#### Work instruction:
Below are records; report the number of lines in them that include the word "nodes", with no other text.

Start of Excerpted data

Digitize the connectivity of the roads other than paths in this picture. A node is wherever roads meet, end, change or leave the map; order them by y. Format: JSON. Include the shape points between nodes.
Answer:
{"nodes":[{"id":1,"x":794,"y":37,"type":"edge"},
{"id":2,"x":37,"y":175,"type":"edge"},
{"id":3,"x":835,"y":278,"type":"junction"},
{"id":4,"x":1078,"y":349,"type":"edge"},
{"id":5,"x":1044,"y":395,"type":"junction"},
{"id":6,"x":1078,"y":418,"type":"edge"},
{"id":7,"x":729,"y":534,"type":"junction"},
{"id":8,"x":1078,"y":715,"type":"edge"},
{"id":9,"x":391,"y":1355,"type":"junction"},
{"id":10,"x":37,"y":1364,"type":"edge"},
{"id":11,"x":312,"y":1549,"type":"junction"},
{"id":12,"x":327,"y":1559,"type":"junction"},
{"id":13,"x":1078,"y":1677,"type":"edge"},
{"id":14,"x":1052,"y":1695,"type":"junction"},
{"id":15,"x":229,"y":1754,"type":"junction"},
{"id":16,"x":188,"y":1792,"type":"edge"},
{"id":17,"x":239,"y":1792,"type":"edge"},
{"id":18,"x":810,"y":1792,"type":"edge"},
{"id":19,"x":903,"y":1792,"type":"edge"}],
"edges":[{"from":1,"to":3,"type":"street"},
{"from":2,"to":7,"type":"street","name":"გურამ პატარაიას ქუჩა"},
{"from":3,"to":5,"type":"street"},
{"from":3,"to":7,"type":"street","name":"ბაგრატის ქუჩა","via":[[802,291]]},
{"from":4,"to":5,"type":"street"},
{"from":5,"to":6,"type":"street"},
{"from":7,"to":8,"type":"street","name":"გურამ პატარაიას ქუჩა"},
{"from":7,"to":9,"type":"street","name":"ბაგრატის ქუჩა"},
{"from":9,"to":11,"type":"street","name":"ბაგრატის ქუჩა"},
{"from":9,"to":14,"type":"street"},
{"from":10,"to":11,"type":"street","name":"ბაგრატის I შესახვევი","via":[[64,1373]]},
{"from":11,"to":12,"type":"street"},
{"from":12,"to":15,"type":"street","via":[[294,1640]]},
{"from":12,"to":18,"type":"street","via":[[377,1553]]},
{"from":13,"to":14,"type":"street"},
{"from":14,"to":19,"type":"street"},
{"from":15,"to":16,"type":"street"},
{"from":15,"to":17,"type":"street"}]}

End of Excerpted data

#### Final answer:
2